Member of the Assembly of the Republic
- Incumbent
- Assumed office 26 March 2024
- Constituency: Porto District
- In office 2015–2022
- In office 2009–2011

Personal details
- Born: Carla Maria Gomes Barros 8 February 1980 (age 46)
- Party: Social Democratic Party
- Occupation: Human resources manager • politician

= Carla Barros =

Portuguese politician

Carla Maria Gomes Barros (born 1980) is a Portuguese politician and a human resources manager. She is a deputy in the 16th legislature of the Assembly of the Republic of Portugal, as a member of the Social Democratic Party (PSD), having previously also served in the 11th, 13th, and 14th legislatures.
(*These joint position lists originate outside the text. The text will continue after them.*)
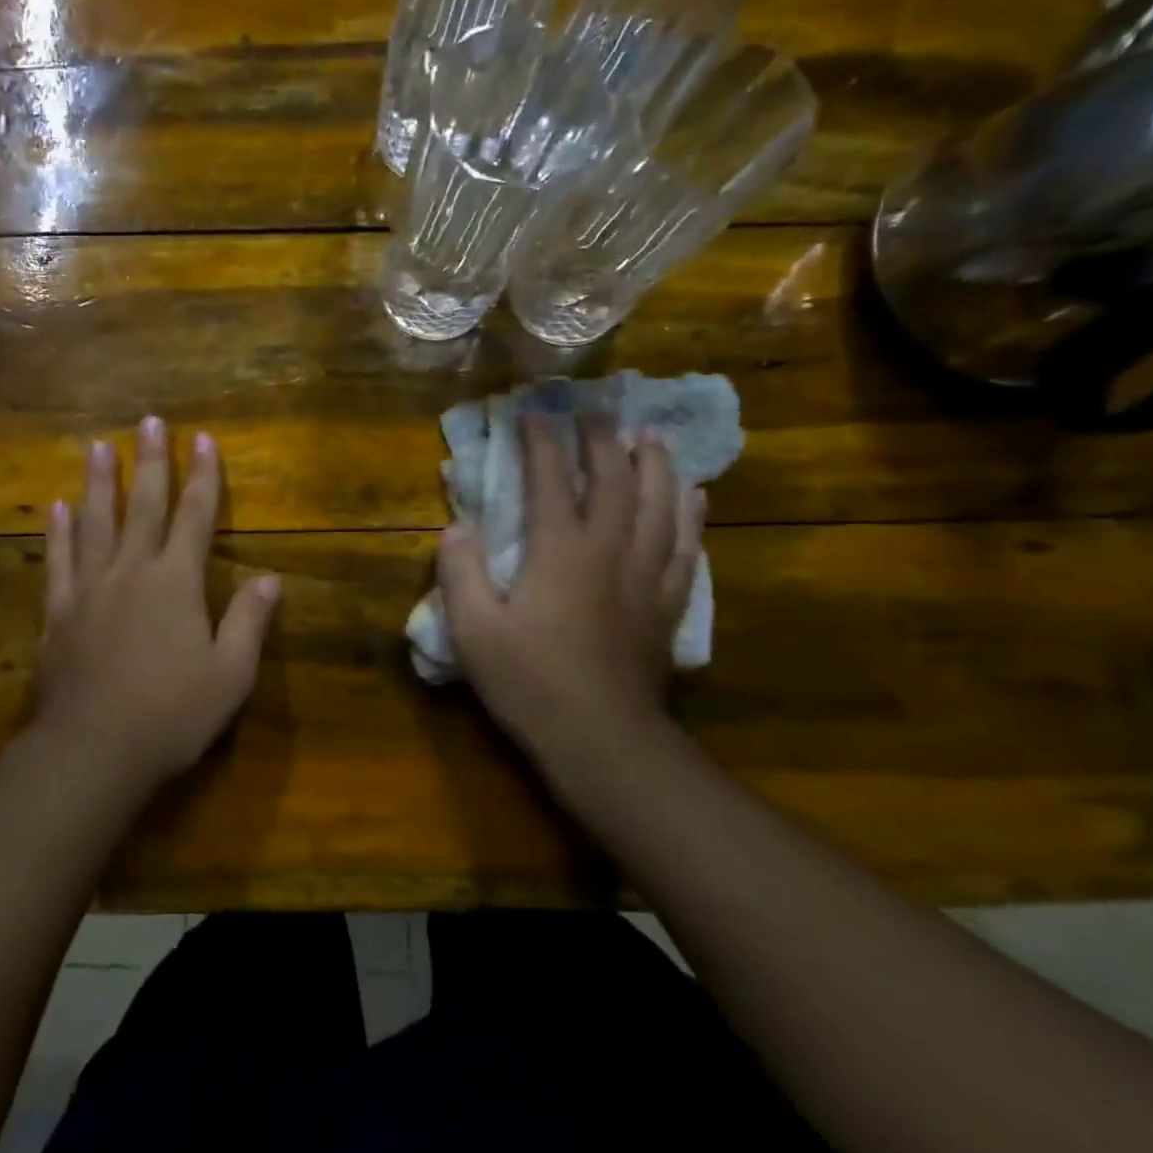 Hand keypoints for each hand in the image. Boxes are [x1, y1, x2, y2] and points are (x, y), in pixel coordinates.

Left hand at [35, 416, 281, 790]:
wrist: (92, 752)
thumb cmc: (170, 715)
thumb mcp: (229, 676)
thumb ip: (249, 622)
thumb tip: (271, 579)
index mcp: (176, 582)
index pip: (195, 517)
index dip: (202, 477)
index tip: (203, 440)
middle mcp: (131, 572)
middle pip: (142, 506)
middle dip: (150, 462)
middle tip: (149, 421)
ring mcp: (89, 589)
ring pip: (95, 523)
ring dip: (98, 482)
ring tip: (98, 447)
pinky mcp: (58, 613)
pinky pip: (59, 562)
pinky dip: (59, 532)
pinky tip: (57, 508)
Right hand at [437, 415, 702, 772]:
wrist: (601, 739)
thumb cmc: (530, 682)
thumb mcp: (474, 630)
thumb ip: (460, 573)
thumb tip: (457, 528)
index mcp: (560, 551)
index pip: (552, 481)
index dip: (541, 443)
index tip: (532, 414)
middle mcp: (609, 551)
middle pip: (614, 482)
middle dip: (602, 442)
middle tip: (595, 414)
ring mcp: (645, 577)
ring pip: (660, 507)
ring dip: (655, 467)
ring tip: (651, 438)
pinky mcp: (665, 606)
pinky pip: (686, 549)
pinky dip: (691, 518)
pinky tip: (695, 498) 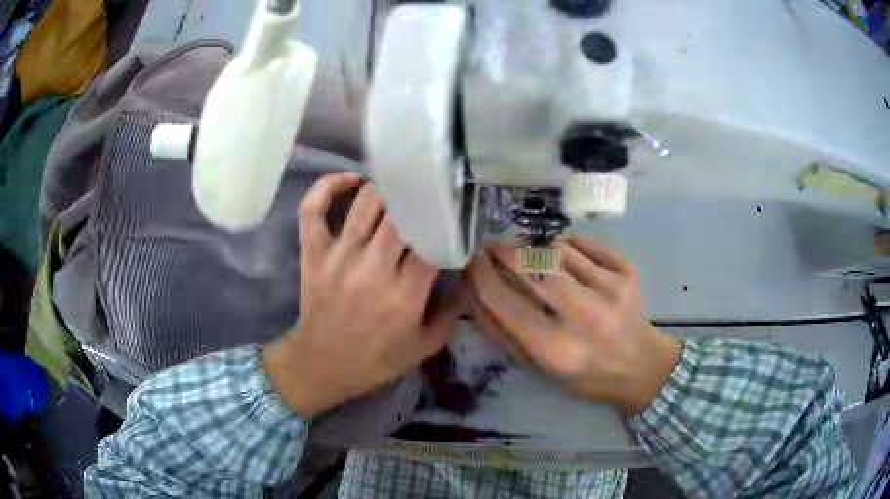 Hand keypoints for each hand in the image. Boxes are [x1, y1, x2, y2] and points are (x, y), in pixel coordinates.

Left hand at [263, 173, 459, 417]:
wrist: (321, 365)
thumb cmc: (374, 360)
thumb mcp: (422, 347)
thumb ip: (449, 315)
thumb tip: (464, 284)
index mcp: (404, 294)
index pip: (432, 242)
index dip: (444, 226)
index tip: (450, 222)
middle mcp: (373, 267)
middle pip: (402, 215)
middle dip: (418, 203)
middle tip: (426, 200)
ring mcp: (339, 256)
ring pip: (366, 203)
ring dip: (386, 191)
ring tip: (396, 192)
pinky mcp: (313, 253)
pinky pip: (313, 209)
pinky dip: (328, 187)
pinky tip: (351, 180)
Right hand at [466, 237, 680, 414]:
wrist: (640, 366)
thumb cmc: (583, 374)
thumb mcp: (537, 366)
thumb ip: (501, 330)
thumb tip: (471, 290)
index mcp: (556, 348)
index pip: (505, 301)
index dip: (481, 275)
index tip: (470, 261)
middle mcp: (584, 316)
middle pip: (532, 266)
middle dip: (504, 251)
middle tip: (493, 247)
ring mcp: (609, 288)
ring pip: (556, 249)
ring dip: (533, 246)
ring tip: (526, 252)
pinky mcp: (627, 271)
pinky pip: (583, 243)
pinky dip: (563, 243)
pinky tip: (559, 253) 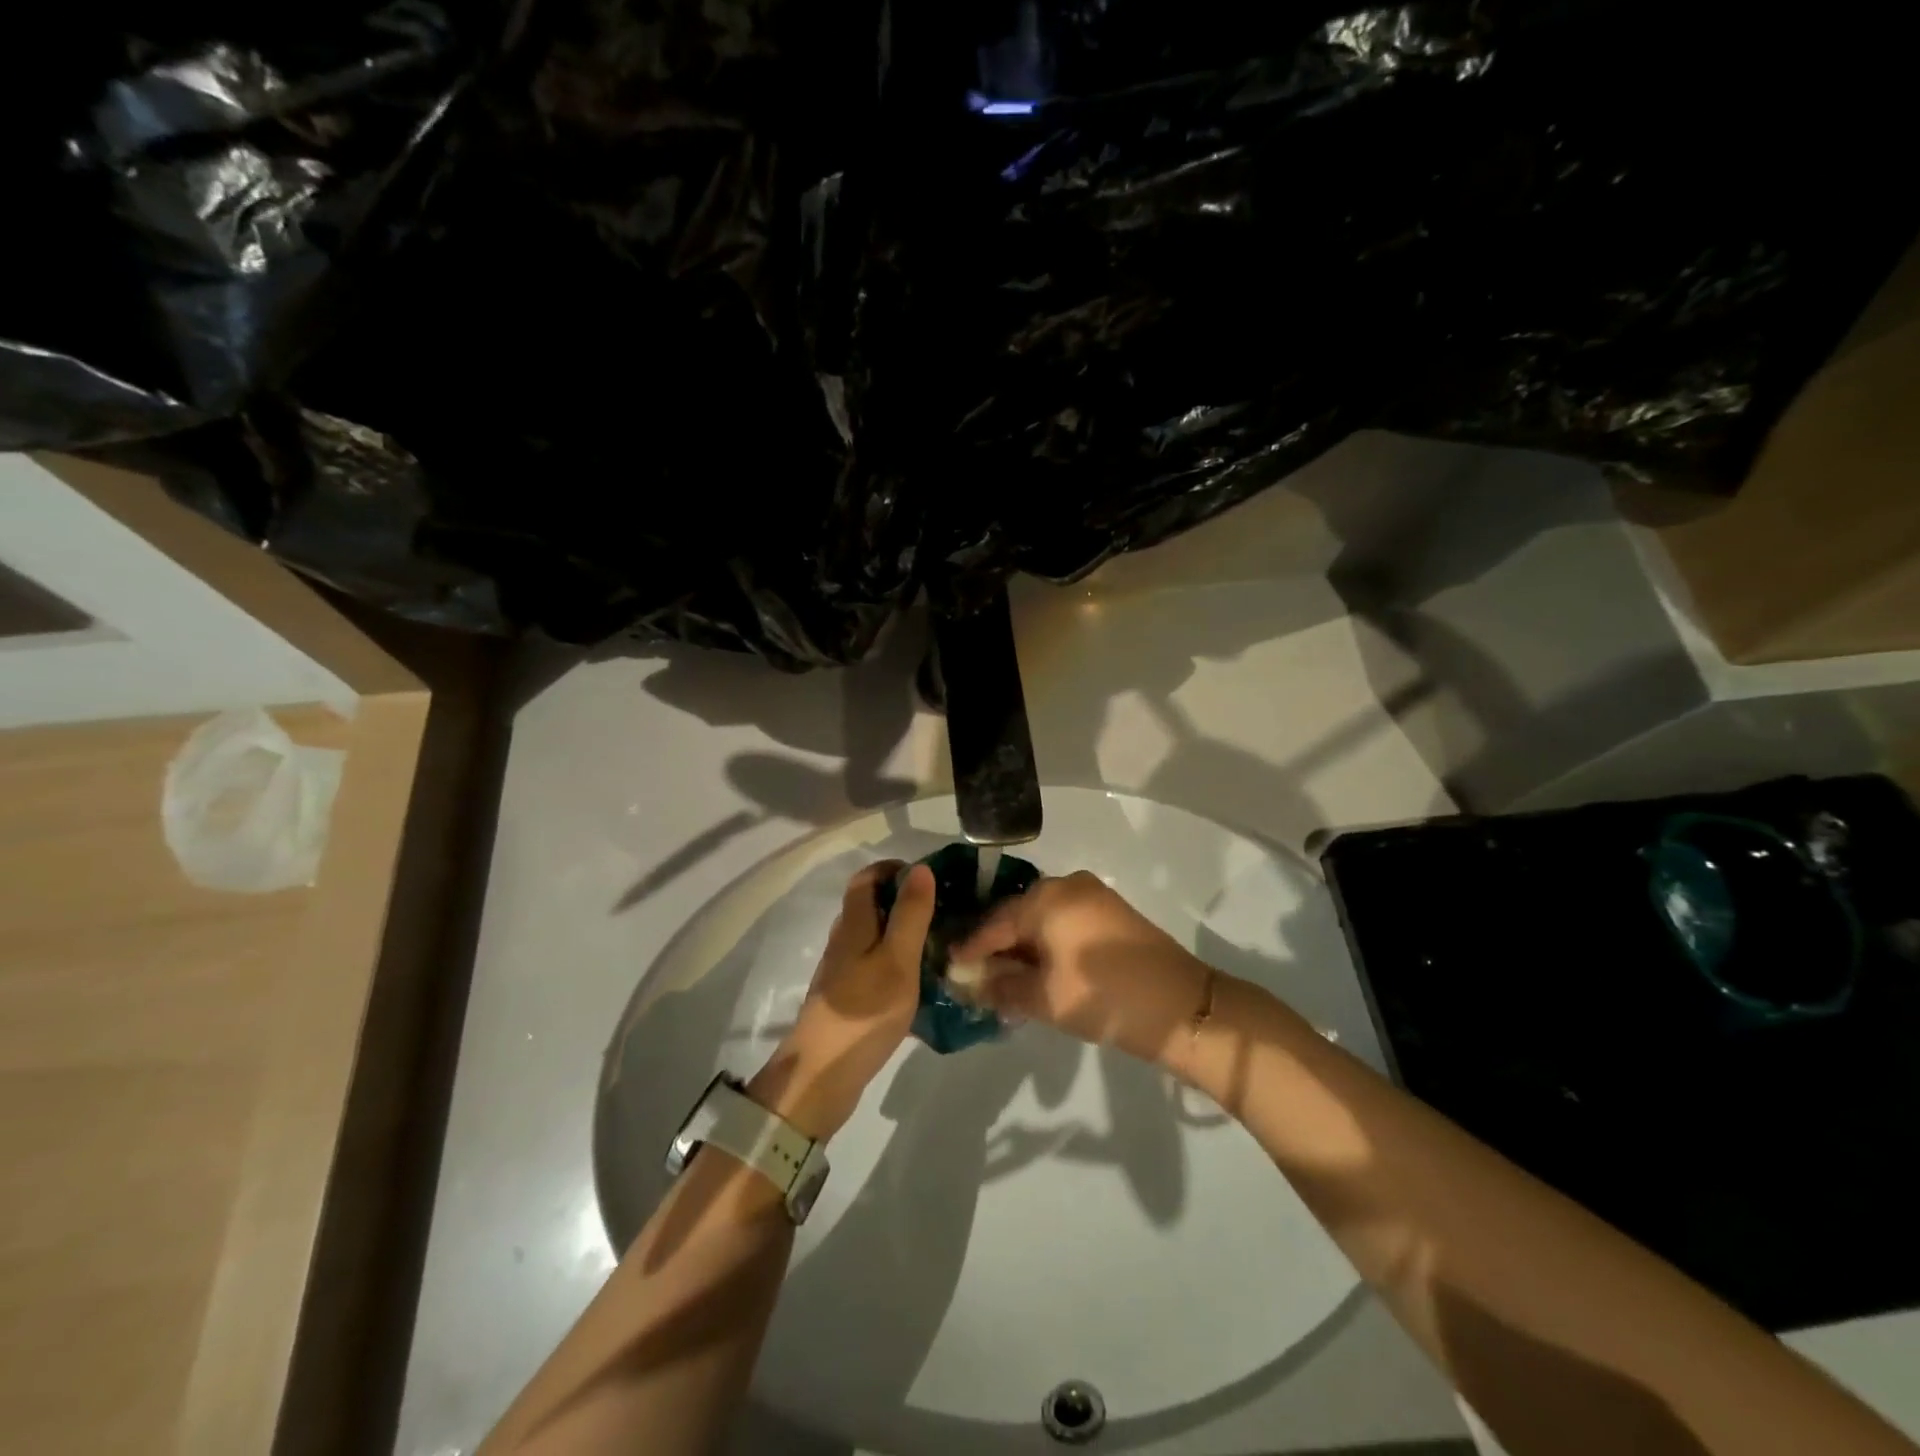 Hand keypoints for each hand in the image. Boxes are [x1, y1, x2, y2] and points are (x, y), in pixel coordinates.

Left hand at [750, 861, 933, 1139]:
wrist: (822, 1076)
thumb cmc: (864, 1013)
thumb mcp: (897, 960)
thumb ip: (910, 915)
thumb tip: (920, 868)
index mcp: (853, 925)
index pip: (867, 878)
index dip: (895, 869)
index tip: (931, 877)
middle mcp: (844, 941)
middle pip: (870, 905)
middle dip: (904, 899)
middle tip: (945, 909)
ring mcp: (843, 971)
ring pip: (874, 936)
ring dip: (902, 931)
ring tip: (940, 941)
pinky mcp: (848, 998)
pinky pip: (875, 964)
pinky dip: (897, 961)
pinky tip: (920, 979)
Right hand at [952, 871, 1212, 1069]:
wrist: (1182, 1008)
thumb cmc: (1104, 998)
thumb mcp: (1044, 998)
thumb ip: (1000, 987)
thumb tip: (968, 982)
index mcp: (1046, 898)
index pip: (994, 922)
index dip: (970, 948)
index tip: (948, 969)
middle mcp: (1066, 885)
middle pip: (1017, 916)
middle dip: (997, 948)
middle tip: (976, 979)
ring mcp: (1092, 896)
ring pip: (1042, 920)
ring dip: (1023, 949)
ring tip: (1004, 981)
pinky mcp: (1110, 912)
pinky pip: (1064, 923)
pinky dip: (1047, 945)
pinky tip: (1038, 972)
==Early life and education==
Barros was born on 8 February 1980. She lives in Póvoa de Varzim in the Porto District. She has a degree in human resources management, specialising in public administration, and post-graduate training in public administration, with a specialisation in gender equality.

==Career==
Barros has worked as a programme coordinator in the public sector with the Northern Regional Coordination and Development Commission (CCDR-NORTE), which is a public institution aiming at the integrated and sustainable development of the north of Portugal. She has also been director of the Matosinhos Employment Centre.

==Political career==
She was first elected to the parliament in 2009, serving in the 11th legislature. She was not elected to the 12th legislature but returned to the National Assembly in 2015 as a deputy in the 13th legislature and was re-elected in 2019, serving until 2022. In that year she was not re-elected, following a dominant victory by the Socialist Party. For the 2024 national election the PSD formed an alliance with two smaller parties, known as the Democratic Alliance (AD) and Barros was 15th on the AD's list for the Porto constituency, with the AD winning sufficient votes for 14 seats. However, following the decision of the director of the Faculty of Economics of the University of Porto, Óscar Afonso, who had been fourth on the list, not to take his place in the parliament, Barros was promoted. Newspapers had suggested that Afonso had been hoping to be made minister of finance and resigned once that position was given to someone else.